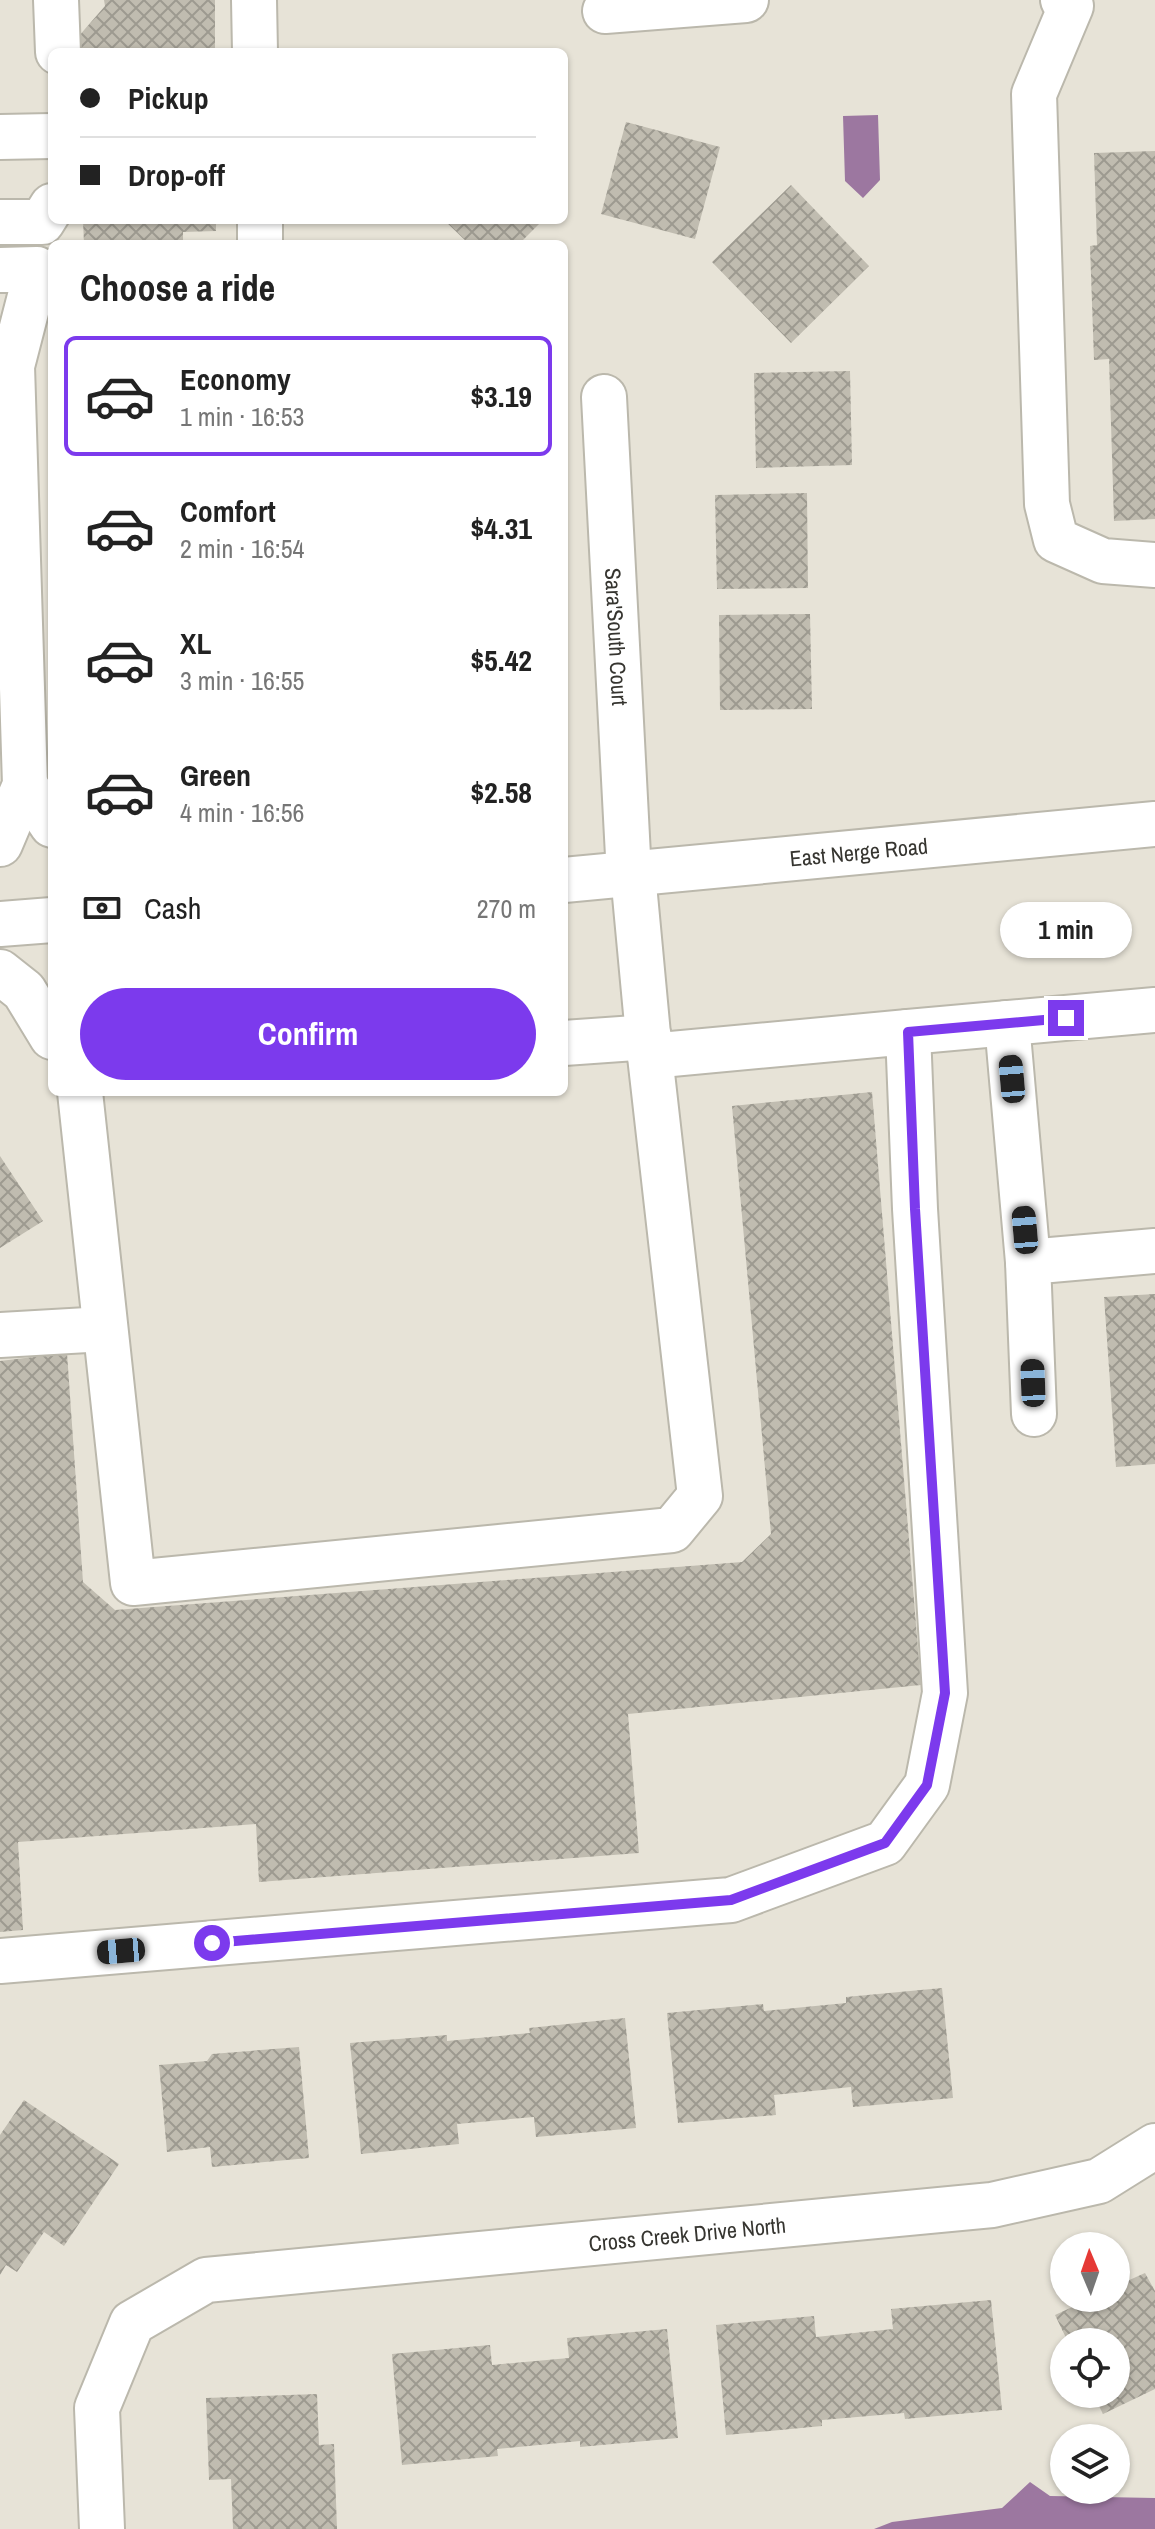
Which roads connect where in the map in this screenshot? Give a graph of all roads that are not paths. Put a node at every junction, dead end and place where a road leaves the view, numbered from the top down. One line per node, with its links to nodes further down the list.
1 (56, 0): 6 (street)
2 (254, 0): 7 (street)
3 (746, 0): 5 (street)
4 (1073, 2): 15 (street)
5 (605, 11)
6 (58, 48)
7 (255, 48)
8 (48, 136): 9 (street)
9 (0, 137)
10 (48, 212): 11 (street)
11 (0, 222)
12 (0, 270): 13 (street)
13 (10, 341): 16 (street)
14 (604, 397): 20 (street, Sara'South Court)
15 (1155, 565)
16 (26, 763): 17 (street); 19 (street)
17 (48, 815)
18 (1155, 824): 20 (street, East Nerge Road)
19 (0, 844)
20 (631, 875): 21 (street, East Nerge Road); 30 (street, Sara'South Court)
21 (568, 880)
22 (48, 920): 23 (street)
23 (0, 924)
24 (0, 972): 27 (street)
25 (1155, 1010): 26 (street)
26 (1007, 1023): 28 (street); 33 (street)
27 (48, 1030)
28 (908, 1032): 30 (street); 37 (street)
29 (568, 1043): 30 (street)
30 (650, 1046): 34 (street, Sara'South Court)
31 (80, 1096): 34 (street)
32 (1155, 1251): 33 (street)
33 (1028, 1262): 36 (street)
34 (105, 1329): 35 (street)
35 (0, 1335)
36 (1034, 1414)
37 (0, 1961)
38 (1155, 2146): 39 (street, Cross Creek Drive North)
39 (102, 2529)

++++++++++++++++++++

**What to produce**
Without including any picture, write out the material above verbatim.

**Reply to the exercise**
Which roads connect where in the map in this screenshot? Give a graph of all roads that are not paths. Put a node at every junction, dead end and place where a road leaves the view, numbered from the top down. One line per node, with its links to nodes further down the list.
1 (56, 0): 6 (street)
2 (254, 0): 7 (street)
3 (746, 0): 5 (street)
4 (1073, 2): 15 (street)
5 (605, 11)
6 (58, 48)
7 (255, 48)
8 (48, 136): 9 (street)
9 (0, 137)
10 (48, 212): 11 (street)
11 (0, 222)
12 (0, 270): 13 (street)
13 (10, 341): 16 (street)
14 (604, 397): 20 (street, Sara'South Court)
15 (1155, 565)
16 (26, 763): 17 (street); 19 (street)
17 (48, 815)
18 (1155, 824): 20 (street, East Nerge Road)
19 (0, 844)
20 (631, 875): 21 (street, East Nerge Road); 30 (street, Sara'South Court)
21 (568, 880)
22 (48, 920): 23 (street)
23 (0, 924)
24 (0, 972): 27 (street)
25 (1155, 1010): 26 (street)
26 (1007, 1023): 28 (street); 33 (street)
27 (48, 1030)
28 (908, 1032): 30 (street); 37 (street)
29 (568, 1043): 30 (street)
30 (650, 1046): 34 (street, Sara'South Court)
31 (80, 1096): 34 (street)
32 (1155, 1251): 33 (street)
33 (1028, 1262): 36 (street)
34 (105, 1329): 35 (street)
35 (0, 1335)
36 (1034, 1414)
37 (0, 1961)
38 (1155, 2146): 39 (street, Cross Creek Drive North)
39 (102, 2529)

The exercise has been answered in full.